**What needs to be done**
Please take the entries below from the first line through the line containing "Turn all roads" and repeat them exactly, leaving out everything after.

══════

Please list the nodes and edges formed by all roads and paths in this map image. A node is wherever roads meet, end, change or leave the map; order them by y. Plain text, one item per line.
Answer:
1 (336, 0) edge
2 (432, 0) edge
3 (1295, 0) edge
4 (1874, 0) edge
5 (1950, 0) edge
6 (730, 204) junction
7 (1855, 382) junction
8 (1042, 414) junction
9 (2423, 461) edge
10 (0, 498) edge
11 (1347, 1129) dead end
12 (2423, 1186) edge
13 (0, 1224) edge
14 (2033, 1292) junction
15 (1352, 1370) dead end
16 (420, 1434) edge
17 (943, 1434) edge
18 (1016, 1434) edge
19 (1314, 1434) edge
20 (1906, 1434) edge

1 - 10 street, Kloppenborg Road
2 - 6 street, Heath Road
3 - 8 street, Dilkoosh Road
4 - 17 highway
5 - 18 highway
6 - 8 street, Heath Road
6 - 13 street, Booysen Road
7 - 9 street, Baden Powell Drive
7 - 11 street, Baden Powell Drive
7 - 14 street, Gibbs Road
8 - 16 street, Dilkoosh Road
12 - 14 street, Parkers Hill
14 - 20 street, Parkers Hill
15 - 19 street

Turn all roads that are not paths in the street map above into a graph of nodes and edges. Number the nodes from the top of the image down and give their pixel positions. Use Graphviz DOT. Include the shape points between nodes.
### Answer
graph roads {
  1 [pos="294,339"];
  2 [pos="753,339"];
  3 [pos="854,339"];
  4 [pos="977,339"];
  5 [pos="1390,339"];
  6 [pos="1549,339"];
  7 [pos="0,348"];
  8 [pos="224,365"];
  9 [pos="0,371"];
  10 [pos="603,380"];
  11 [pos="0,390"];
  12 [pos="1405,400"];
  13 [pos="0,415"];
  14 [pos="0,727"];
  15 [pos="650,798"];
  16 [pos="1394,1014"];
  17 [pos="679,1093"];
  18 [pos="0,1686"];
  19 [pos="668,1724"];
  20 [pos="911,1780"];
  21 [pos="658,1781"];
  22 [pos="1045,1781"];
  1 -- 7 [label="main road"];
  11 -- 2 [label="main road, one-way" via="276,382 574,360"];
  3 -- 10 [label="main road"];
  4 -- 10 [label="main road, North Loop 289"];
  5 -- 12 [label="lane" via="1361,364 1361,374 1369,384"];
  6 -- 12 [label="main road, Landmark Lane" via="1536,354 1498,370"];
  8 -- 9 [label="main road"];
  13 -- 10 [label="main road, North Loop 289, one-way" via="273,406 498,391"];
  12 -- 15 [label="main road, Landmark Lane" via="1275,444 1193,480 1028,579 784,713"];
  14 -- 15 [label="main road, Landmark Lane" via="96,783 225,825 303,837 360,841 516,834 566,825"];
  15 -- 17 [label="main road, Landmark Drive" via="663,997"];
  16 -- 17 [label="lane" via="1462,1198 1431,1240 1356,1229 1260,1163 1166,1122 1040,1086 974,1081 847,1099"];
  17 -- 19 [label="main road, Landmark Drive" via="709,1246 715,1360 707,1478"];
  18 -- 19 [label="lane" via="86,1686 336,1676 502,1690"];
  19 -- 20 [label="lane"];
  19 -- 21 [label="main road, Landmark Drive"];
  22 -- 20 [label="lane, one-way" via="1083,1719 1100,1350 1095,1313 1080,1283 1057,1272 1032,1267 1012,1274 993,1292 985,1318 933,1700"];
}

══════

**Answer to this exercise**
Please list the nodes and edges formed by all roads and paths in this map image. A node is wherever roads meet, end, change or leave the map; order them by y. Plain text, one item per line.
Answer:
1 (336, 0) edge
2 (432, 0) edge
3 (1295, 0) edge
4 (1874, 0) edge
5 (1950, 0) edge
6 (730, 204) junction
7 (1855, 382) junction
8 (1042, 414) junction
9 (2423, 461) edge
10 (0, 498) edge
11 (1347, 1129) dead end
12 (2423, 1186) edge
13 (0, 1224) edge
14 (2033, 1292) junction
15 (1352, 1370) dead end
16 (420, 1434) edge
17 (943, 1434) edge
18 (1016, 1434) edge
19 (1314, 1434) edge
20 (1906, 1434) edge

1 - 10 street, Kloppenborg Road
2 - 6 street, Heath Road
3 - 8 street, Dilkoosh Road
4 - 17 highway
5 - 18 highway
6 - 8 street, Heath Road
6 - 13 street, Booysen Road
7 - 9 street, Baden Powell Drive
7 - 11 street, Baden Powell Drive
7 - 14 street, Gibbs Road
8 - 16 street, Dilkoosh Road
12 - 14 street, Parkers Hill
14 - 20 street, Parkers Hill
15 - 19 street

Turn all roads that are not paths in the street map above into a graph of nodes and edges. Number the nodes from the top of the image down and give their pixel positions. Use Graphviz DOT. Include the shape points between nodes.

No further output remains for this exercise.